*In which you learn how the GPU can compute four dot products at once by forging vectors into a matrix.*

You rewrote the transformations as dot products because GPUs eat dot products for breakfast. In fact, the GPU can compute several dot products at once. For translation, you want the GPU to compute these three dot products:

$$ \begin{aligned} p'_x &= \begin{bmatrix}1 & 0 & 0 & \textrm{offset}_x\end{bmatrix} \cdot \mathbf{p} \\ p'_y &= \begin{bmatrix}0 & 1 & 0 & \textrm{offset}_y\end{bmatrix} \cdot \mathbf{p} \\ p'_z &= \begin{bmatrix}0 & 0 & 1 & \textrm{offset}_z\end{bmatrix} \cdot \mathbf{p} \end{aligned} $$

The way you parallelize their evaluation is by arranging the vectors into a matrix:

\begin{aligned} \begin{bmatrix} 1 & 0 & 0 & \textrm{offset}_x \\ 0 & 1 & 0 & \textrm{offset}_y \\ 0 & 0 & 1 & \textrm{offset}_z \end{bmatrix} \end{aligned}

For the time being, you should think of a matrix as nothing more than a machine for computing dot products. Each row represents a vector that will be dotted with \(\mathbf{p}\).

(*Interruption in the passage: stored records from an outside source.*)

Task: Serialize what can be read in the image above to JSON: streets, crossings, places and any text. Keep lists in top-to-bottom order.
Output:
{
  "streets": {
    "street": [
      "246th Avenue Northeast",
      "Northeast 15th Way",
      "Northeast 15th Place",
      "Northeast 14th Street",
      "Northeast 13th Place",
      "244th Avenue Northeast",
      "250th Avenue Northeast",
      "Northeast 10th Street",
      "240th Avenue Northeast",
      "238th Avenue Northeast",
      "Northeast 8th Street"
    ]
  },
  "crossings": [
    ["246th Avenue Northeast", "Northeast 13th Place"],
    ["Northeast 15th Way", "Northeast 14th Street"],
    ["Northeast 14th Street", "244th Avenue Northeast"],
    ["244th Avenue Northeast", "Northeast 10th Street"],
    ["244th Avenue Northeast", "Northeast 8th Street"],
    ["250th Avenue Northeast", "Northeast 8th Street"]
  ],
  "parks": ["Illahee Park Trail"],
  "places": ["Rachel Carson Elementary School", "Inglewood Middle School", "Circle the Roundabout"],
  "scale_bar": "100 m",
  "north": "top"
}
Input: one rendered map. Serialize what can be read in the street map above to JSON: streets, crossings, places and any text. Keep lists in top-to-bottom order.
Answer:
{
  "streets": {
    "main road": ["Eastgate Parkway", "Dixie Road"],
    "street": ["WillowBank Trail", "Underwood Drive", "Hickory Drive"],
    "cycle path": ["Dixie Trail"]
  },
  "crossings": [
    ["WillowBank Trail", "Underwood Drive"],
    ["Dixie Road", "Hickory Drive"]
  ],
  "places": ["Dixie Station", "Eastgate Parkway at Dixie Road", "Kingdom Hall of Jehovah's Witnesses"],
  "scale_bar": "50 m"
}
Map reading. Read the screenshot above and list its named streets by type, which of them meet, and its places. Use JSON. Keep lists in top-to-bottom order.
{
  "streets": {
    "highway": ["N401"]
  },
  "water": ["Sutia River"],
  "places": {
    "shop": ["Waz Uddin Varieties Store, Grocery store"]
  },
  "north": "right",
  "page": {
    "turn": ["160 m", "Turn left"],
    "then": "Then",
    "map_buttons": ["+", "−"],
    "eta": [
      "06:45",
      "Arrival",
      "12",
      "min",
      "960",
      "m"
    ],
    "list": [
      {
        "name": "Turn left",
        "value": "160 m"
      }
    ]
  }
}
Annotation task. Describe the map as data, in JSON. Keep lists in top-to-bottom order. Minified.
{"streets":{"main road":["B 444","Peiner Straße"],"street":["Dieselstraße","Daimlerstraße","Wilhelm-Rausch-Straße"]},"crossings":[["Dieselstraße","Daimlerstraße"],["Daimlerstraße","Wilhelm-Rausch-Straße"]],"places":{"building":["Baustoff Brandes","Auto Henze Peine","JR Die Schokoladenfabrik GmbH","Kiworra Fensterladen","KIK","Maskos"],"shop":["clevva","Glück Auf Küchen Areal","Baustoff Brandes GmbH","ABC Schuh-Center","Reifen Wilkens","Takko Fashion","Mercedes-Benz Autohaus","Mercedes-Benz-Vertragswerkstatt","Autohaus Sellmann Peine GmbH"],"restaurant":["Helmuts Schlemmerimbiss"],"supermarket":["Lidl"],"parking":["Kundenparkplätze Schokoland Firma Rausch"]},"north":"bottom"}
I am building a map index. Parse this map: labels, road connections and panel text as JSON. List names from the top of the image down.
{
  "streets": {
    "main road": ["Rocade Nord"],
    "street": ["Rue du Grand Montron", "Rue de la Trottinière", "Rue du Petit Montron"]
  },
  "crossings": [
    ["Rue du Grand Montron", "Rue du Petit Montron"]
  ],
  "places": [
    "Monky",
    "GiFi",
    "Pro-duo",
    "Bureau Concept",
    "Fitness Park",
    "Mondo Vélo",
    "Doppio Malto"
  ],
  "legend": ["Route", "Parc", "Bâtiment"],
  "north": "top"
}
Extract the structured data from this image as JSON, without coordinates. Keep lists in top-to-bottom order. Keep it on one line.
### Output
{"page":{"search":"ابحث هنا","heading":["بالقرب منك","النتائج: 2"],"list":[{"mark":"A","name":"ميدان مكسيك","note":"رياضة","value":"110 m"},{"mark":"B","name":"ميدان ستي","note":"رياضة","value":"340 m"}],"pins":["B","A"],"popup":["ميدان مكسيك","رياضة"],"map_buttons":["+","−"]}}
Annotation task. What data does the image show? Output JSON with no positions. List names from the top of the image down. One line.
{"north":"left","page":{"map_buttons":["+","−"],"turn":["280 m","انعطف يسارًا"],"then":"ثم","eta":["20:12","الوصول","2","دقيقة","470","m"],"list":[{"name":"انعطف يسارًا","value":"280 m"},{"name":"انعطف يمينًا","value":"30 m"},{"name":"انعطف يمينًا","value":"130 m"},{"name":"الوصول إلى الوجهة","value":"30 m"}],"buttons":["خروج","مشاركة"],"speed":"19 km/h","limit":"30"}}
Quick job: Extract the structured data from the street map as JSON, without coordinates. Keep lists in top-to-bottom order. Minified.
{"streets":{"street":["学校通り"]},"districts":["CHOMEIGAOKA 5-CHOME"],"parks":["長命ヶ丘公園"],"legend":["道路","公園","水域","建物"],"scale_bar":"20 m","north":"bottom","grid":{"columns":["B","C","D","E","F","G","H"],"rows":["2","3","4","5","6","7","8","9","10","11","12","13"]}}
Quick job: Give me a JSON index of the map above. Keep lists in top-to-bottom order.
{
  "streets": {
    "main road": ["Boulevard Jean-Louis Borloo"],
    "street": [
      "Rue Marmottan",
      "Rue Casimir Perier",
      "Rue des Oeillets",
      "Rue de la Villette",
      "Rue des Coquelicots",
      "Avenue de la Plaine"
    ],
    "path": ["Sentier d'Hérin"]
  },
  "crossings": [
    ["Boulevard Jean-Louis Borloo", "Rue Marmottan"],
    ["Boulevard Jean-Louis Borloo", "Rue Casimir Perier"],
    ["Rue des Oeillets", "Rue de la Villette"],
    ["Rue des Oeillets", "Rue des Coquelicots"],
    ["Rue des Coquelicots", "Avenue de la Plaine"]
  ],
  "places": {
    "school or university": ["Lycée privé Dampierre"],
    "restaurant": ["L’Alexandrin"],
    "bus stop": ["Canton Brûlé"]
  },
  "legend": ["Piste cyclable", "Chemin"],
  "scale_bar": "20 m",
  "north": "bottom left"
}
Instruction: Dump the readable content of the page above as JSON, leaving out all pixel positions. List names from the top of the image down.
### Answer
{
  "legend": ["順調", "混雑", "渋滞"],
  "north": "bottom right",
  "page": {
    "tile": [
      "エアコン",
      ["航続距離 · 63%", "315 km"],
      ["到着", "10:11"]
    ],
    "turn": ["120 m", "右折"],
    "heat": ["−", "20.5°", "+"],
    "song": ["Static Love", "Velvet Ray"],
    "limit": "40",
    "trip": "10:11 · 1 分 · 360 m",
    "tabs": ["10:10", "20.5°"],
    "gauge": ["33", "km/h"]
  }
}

To compute the dot products, you perform a matrix-vector multiplication, which has this mathematical notation:

\begin{aligned} \mathbf{p'} &= \begin{bmatrix} 1 & 0 & 0 & \textrm{offset}_x \\ 0 & 1 & 0 & \textrm{offset}_y \\ 0 & 0 & 1 & \textrm{offset}_z \end{bmatrix} \times \mathbf{p} \\ \end{aligned}

When you explode the vectors, you see that \(\mathbf{p}\) has a homogeneous coordinate, but \(\mathbf{p'}\) does not:

\begin{aligned} \begin{bmatrix}p'_x \\ p'_y \\ p'_z\end{bmatrix} &= \begin{bmatrix} 1 & 0 & 0 & \textrm{offset}_x \\ 0 & 1 & 0 & \textrm{offset}_y \\ 0 & 0 & 1 & \textrm{offset}_z \end{bmatrix} \times \begin{bmatrix}p_x \\ p_y \\ p_z \\ 1\end{bmatrix} \\ \end{aligned}

The output from one transformation will often become input to the next, so you want \(\mathbf{p'}\) to have a homogeneous coordinate too. Instead of tacking a 1 on in a separate operation, the matrix is given a bottom row that will be dotted with \(\mathbf{p}\) to produce a 1. It will have three zeroes to cancel out \(p_x\), \(p_y\), \(p_z\):

\begin{aligned} \begin{bmatrix}p'_x \\ p'_y \\ p'_z \\ 1\end{bmatrix} &= \begin{bmatrix} 1 & 0 & 0 & \textrm{offset}_x \\ 0 & 1 & 0 & \textrm{offset}_y \\ 0 & 0 & 1 & \textrm{offset}_z \\ 0 & 0 & 0 & 1 \end{bmatrix} \times \begin{bmatrix}p_x \\ p_y \\ p_z \\ 1\end{bmatrix} \\ \end{aligned}

Even though we're dealing with three-dimensional coordinates, you use a matrix with four rows and four columns just to accommodate the homogeneous coordinate.

You now have a way to make the GPU translate very quickly. Next up is making it scale quickly.